• **Instructions to follow**:
Restate all the data exactly, so that each line is the same as before.

Saved data entries:
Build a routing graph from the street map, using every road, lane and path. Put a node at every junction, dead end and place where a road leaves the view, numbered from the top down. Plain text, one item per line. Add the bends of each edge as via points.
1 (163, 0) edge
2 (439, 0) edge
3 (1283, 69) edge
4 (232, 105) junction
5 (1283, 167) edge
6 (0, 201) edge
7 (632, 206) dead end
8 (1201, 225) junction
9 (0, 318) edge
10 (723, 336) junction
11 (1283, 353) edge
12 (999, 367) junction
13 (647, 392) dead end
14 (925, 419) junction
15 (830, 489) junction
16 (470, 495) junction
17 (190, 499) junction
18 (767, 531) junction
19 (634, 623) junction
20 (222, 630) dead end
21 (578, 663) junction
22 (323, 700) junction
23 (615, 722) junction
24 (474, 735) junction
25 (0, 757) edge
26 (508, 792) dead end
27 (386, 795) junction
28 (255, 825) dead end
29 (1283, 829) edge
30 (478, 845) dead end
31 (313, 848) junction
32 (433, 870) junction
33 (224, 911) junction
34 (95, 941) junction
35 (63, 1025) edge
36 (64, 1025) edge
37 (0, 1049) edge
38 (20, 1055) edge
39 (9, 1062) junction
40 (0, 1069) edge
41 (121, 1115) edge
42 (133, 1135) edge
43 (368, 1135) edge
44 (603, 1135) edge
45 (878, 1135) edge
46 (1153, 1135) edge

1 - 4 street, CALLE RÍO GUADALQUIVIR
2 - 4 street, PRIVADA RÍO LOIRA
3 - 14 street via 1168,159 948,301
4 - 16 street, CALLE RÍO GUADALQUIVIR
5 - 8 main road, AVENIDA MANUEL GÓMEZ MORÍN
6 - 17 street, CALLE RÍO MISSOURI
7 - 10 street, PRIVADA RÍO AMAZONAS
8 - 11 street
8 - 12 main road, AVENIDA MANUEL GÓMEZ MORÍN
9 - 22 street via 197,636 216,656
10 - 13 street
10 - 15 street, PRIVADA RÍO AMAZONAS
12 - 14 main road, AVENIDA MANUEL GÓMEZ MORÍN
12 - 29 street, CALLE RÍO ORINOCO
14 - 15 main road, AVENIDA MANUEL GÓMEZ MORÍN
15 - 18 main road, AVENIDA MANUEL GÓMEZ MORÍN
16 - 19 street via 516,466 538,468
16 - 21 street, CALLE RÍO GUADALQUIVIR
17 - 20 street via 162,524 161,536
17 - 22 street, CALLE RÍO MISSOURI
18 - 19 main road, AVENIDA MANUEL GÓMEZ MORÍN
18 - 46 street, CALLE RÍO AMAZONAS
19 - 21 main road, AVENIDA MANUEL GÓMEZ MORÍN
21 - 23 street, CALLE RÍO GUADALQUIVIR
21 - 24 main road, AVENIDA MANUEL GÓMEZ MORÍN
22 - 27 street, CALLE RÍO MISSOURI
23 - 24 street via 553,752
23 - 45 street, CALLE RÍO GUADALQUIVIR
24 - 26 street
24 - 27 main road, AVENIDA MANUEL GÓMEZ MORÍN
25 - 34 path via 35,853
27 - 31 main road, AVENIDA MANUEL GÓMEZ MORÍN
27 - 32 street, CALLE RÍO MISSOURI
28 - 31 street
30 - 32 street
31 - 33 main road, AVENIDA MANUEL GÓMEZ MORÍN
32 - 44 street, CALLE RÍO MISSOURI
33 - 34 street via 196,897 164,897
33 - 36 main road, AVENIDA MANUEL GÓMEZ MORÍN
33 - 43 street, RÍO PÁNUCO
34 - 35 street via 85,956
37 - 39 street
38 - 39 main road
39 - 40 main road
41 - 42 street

• **Solved exercise**:
Build a routing graph from the street map, using every road, lane and path. Put a node at every junction, dead end and place where a road leaves the view, numbered from the top down. Plain text, one item per line. Add the bends of each edge as via points.
1 (163, 0) edge
2 (439, 0) edge
3 (1283, 69) edge
4 (232, 105) junction
5 (1283, 167) edge
6 (0, 201) edge
7 (632, 206) dead end
8 (1201, 225) junction
9 (0, 318) edge
10 (723, 336) junction
11 (1283, 353) edge
12 (999, 367) junction
13 (647, 392) dead end
14 (925, 419) junction
15 (830, 489) junction
16 (470, 495) junction
17 (190, 499) junction
18 (767, 531) junction
19 (634, 623) junction
20 (222, 630) dead end
21 (578, 663) junction
22 (323, 700) junction
23 (615, 722) junction
24 (474, 735) junction
25 (0, 757) edge
26 (508, 792) dead end
27 (386, 795) junction
28 (255, 825) dead end
29 (1283, 829) edge
30 (478, 845) dead end
31 (313, 848) junction
32 (433, 870) junction
33 (224, 911) junction
34 (95, 941) junction
35 (63, 1025) edge
36 (64, 1025) edge
37 (0, 1049) edge
38 (20, 1055) edge
39 (9, 1062) junction
40 (0, 1069) edge
41 (121, 1115) edge
42 (133, 1135) edge
43 (368, 1135) edge
44 (603, 1135) edge
45 (878, 1135) edge
46 (1153, 1135) edge

1 - 4 street, CALLE RÍO GUADALQUIVIR
2 - 4 street, PRIVADA RÍO LOIRA
3 - 14 street via 1168,159 948,301
4 - 16 street, CALLE RÍO GUADALQUIVIR
5 - 8 main road, AVENIDA MANUEL GÓMEZ MORÍN
6 - 17 street, CALLE RÍO MISSOURI
7 - 10 street, PRIVADA RÍO AMAZONAS
8 - 11 street
8 - 12 main road, AVENIDA MANUEL GÓMEZ MORÍN
9 - 22 street via 197,636 216,656
10 - 13 street
10 - 15 street, PRIVADA RÍO AMAZONAS
12 - 14 main road, AVENIDA MANUEL GÓMEZ MORÍN
12 - 29 street, CALLE RÍO ORINOCO
14 - 15 main road, AVENIDA MANUEL GÓMEZ MORÍN
15 - 18 main road, AVENIDA MANUEL GÓMEZ MORÍN
16 - 19 street via 516,466 538,468
16 - 21 street, CALLE RÍO GUADALQUIVIR
17 - 20 street via 162,524 161,536
17 - 22 street, CALLE RÍO MISSOURI
18 - 19 main road, AVENIDA MANUEL GÓMEZ MORÍN
18 - 46 street, CALLE RÍO AMAZONAS
19 - 21 main road, AVENIDA MANUEL GÓMEZ MORÍN
21 - 23 street, CALLE RÍO GUADALQUIVIR
21 - 24 main road, AVENIDA MANUEL GÓMEZ MORÍN
22 - 27 street, CALLE RÍO MISSOURI
23 - 24 street via 553,752
23 - 45 street, CALLE RÍO GUADALQUIVIR
24 - 26 street
24 - 27 main road, AVENIDA MANUEL GÓMEZ MORÍN
25 - 34 path via 35,853
27 - 31 main road, AVENIDA MANUEL GÓMEZ MORÍN
27 - 32 street, CALLE RÍO MISSOURI
28 - 31 street
30 - 32 street
31 - 33 main road, AVENIDA MANUEL GÓMEZ MORÍN
32 - 44 street, CALLE RÍO MISSOURI
33 - 34 street via 196,897 164,897
33 - 36 main road, AVENIDA MANUEL GÓMEZ MORÍN
33 - 43 street, RÍO PÁNUCO
34 - 35 street via 85,956
37 - 39 street
38 - 39 main road
39 - 40 main road
41 - 42 street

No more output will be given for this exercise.